Anonymous wrote:Anonymous wrote:Anonymous wrote:After 30 years of marriage, and turning 50, wife, in a mid-life crisis, had a few affairs. One long term, probably still occurring to this day. When pressed on the issue, she will not agree to a separation or divorce. Too much water under the bridge. I will always forgive her. I just cannot go down the road she's traveled. Never have believed that two wrongs make a right.
Want her out? Cut her off. No vacations, eating out, fancy cars. She'll agree when you mean business.
As someone who was subjected to this (not bc of infidelity), this will only push her further away. If he wants her to quit the extramarital stuff becoming controlling about money is not the way. IMO it is his continuous forgiveness and love that she cannot handle, and it is bc of attachment and self-esteem/maturity issues in herself.
Anonymous wrote:Anonymous wrote:After 30 years of marriage, and turning 50, wife, in a mid-life crisis, had a few affairs. One long term, probably still occurring to this day. When pressed on the issue, she will not agree to a separation or divorce. Too much water under the bridge. I will always forgive her. I just cannot go down the road she's traveled. Never have believed that two wrongs make a right.
Want her out? Cut her off. No vacations, eating out, fancy cars. She'll agree when you mean business.
Anonymous wrote:She was in her mid-40’s and overly concerned about her “waning” looks and loss of desirability which I said was ridiculous. She was ripe to be picked and she was by a neighbor so two families got blown up.
Anonymous wrote:After 30 years of marriage, and turning 50, wife, in a mid-life crisis, had a few affairs. One long term, probably still occurring to this day. When pressed on the issue, she will not agree to a separation or divorce. Too much water under the bridge. I will always forgive her. I just cannot go down the road she's traveled. Never have believed that two wrongs make a right.

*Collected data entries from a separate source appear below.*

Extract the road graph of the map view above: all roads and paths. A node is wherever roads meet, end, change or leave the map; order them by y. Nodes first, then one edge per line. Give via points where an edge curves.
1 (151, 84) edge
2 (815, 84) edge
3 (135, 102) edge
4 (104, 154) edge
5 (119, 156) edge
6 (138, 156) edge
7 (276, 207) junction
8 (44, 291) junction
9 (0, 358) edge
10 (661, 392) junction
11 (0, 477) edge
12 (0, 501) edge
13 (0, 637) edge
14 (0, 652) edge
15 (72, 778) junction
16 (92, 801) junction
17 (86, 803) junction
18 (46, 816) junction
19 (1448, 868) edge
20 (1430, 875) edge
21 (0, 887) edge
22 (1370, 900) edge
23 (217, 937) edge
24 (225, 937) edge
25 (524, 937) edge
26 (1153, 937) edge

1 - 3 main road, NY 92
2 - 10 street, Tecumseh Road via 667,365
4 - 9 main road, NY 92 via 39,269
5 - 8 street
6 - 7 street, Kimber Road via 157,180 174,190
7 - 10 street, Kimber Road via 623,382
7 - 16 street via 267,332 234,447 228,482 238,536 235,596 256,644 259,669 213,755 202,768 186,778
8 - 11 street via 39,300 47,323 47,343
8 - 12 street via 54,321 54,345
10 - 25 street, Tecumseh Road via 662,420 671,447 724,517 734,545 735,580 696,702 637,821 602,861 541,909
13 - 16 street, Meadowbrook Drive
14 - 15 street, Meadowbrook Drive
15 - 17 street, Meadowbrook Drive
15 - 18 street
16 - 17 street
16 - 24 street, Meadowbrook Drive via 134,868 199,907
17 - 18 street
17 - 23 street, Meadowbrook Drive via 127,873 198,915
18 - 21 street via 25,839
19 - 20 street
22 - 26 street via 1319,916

Wife is a breast cancer survivor. Ten years now (knocks on wood). Just lettin' readers know that everyone's shoes travel different paths. I want my legacy to read, "he meant what he said, he said what he meant, 100%".
Anonymous wrote:Anonymous wrote:30 year marriage. Still together
In mid to late 40s, he spent lots of time on fitness activities - 24 hour adventure/mountain bike/marathon type stuff. Left me with kids all weekend most weekends.
When that fizzled in early 50s and his career stalled, he started drinking more, gained weight, and reaching out to old HS girlfriends on social media to get attention/compliments. Crossed some boundaries, but always on line. I imagine he wanted to keep the façade of 18 year old self so in person wouldn't work. It hurt, led to many fights and promises to stop. In the end, I lost respect for him - told him once he was a cliché, and I meant it.
During the same time, I got my groove back - revamped career, more time for friends/interests/fitness.
There is still love, great sex and friendship, but it changed the relationship. I would walk away now if something happened again. My advice - work on yourself, not your spouse.
It's best you don't know what happened some of those weekends away.
Anonymous wrote:Anonymous wrote:After 30 years of marriage, and turning 50, wife, in a mid-life crisis, had a few affairs. One long term, probably still occurring to this day. When pressed on the issue, she will not agree to a separation or divorce. Too much water under the bridge. I will always forgive her. I just cannot go down the road she's traveled. Never have believed that two wrongs make a right.
You guys have interesting psychology. No judgement. Just saying.